132-1.3.  Settlements made by or on behalf of public agencies, public officials, or public employees; public records.

(a)        Public records, as defined in G.S. 132-1, shall include all settlement documents in any suit, administrative proceeding or arbitration instituted against any agency of North Carolina government or its subdivisions, as defined in G.S. 132-1, in connection with or arising out of such agency's official actions, duties or responsibilities, except in an action for medical malpractice against a hospital facility.  No agency of North Carolina government or its subdivisions, nor any counsel, insurance company or other representative acting on behalf of such agency, shall approve, accept or enter into any settlement of any such suit, arbitration or proceeding if the settlement provides that its terms and conditions shall be confidential, except in an action for medical malpractice against a hospital facility.  No settlement document sealed under subsection (b) of this section shall be open for public inspection.

(b)        No judge, administrative judge or administrative hearing officer of this State, nor any board or commission, nor any arbitrator appointed pursuant to the laws of North Carolina, shall order or permit the sealing of any settlement document in any proceeding described herein except on the basis of a written order concluding that (1) the presumption of openness is overcome by an overriding interest and (2) that such overriding interest cannot be protected by any measure short of sealing the settlement.  Such order shall articulate the overriding interest and shall include findings of fact that are sufficiently specific to permit a reviewing court to determine whether the order was proper.

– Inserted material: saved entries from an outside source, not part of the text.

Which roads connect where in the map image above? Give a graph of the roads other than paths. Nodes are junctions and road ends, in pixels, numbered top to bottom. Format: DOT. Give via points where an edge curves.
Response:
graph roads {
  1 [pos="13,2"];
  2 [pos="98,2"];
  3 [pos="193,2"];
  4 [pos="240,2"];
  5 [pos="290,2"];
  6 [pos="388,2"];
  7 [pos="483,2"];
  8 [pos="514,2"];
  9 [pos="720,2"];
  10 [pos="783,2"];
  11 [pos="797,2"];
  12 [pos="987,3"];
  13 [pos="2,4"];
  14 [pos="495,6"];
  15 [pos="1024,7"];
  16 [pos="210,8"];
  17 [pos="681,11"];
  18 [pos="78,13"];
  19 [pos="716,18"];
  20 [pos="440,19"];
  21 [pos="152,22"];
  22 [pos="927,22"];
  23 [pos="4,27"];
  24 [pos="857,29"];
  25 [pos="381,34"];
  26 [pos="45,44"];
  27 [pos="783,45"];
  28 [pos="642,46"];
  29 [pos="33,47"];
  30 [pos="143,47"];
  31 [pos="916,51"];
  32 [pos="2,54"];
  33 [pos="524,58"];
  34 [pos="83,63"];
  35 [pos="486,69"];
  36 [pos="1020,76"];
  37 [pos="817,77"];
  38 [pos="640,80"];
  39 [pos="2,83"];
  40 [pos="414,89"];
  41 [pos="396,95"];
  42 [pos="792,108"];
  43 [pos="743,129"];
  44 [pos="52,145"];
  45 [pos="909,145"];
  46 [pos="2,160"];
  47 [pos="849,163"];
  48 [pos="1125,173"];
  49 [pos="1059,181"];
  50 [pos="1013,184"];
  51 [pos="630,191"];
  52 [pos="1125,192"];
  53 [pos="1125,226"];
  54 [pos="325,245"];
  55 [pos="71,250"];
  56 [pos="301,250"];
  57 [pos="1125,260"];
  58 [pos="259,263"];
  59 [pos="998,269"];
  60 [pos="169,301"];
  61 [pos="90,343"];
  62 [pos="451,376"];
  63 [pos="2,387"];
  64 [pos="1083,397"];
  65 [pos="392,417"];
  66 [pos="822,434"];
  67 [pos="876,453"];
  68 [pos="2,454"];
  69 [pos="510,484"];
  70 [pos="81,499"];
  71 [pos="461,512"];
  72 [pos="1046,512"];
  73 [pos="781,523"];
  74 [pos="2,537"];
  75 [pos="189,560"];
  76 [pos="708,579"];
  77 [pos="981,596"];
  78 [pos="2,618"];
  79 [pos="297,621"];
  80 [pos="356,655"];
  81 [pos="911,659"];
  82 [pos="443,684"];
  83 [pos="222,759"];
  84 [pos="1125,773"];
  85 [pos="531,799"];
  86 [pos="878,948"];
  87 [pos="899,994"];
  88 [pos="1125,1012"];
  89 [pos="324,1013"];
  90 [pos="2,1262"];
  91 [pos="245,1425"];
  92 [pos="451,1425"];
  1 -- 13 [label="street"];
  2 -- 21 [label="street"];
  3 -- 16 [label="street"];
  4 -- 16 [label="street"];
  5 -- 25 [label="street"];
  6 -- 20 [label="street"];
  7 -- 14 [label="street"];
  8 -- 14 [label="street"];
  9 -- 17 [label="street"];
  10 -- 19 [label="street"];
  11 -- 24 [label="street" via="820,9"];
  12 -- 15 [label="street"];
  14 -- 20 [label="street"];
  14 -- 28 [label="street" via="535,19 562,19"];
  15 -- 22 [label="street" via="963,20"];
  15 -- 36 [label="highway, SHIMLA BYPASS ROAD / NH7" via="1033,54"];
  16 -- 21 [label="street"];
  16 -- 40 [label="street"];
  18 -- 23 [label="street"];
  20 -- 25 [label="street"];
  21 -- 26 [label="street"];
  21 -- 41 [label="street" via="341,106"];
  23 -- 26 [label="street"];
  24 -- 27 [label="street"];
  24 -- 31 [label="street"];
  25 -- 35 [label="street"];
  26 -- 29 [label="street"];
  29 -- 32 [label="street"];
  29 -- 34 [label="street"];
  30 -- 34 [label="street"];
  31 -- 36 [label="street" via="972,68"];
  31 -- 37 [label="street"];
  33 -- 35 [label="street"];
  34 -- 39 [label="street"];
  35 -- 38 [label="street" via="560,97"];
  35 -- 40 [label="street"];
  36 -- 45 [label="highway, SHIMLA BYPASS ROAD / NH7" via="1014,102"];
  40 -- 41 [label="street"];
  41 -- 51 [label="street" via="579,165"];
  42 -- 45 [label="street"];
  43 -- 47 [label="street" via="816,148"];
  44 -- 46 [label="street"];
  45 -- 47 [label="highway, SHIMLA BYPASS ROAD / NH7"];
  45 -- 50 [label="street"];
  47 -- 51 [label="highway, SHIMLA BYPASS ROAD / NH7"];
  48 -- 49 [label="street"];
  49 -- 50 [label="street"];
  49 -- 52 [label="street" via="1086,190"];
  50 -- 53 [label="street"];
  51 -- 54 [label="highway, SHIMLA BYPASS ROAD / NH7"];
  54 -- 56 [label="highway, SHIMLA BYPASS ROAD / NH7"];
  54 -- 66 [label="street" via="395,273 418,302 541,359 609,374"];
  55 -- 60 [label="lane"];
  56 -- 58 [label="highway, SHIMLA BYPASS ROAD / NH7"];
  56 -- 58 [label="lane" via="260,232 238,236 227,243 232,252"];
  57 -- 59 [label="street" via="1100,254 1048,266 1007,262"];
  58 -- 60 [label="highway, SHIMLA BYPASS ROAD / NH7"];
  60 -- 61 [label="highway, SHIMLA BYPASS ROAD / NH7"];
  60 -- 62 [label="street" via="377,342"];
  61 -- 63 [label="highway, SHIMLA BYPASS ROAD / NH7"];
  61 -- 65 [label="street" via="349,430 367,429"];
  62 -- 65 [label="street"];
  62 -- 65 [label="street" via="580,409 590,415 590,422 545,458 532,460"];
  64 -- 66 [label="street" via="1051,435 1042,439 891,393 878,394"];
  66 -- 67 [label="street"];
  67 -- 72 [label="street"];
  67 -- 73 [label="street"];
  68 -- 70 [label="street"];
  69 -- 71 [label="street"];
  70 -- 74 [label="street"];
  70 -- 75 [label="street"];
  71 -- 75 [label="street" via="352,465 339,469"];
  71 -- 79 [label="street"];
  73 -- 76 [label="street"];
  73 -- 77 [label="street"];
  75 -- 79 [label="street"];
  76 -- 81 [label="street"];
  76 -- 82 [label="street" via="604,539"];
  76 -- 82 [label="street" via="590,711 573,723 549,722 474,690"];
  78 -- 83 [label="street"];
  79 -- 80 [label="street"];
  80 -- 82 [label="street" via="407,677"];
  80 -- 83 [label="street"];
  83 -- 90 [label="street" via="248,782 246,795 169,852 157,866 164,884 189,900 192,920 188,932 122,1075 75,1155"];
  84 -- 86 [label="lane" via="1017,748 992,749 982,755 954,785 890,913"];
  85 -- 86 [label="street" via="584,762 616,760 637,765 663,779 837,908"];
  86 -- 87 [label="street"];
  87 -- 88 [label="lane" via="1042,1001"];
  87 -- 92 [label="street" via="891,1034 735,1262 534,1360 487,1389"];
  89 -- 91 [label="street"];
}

(c)        Except for confidential communications as provided in G.S. 132-1.1, the term "settlement documents," as used herein, shall include all documents which reflect, or which are made or utilized in connection with, the terms and conditions upon which any proceedings described in this section are compromised, settled, terminated or dismissed, including but not limited to correspondence, settlement agreements, consent orders, checks, and bank drafts. (1989, c. 326.)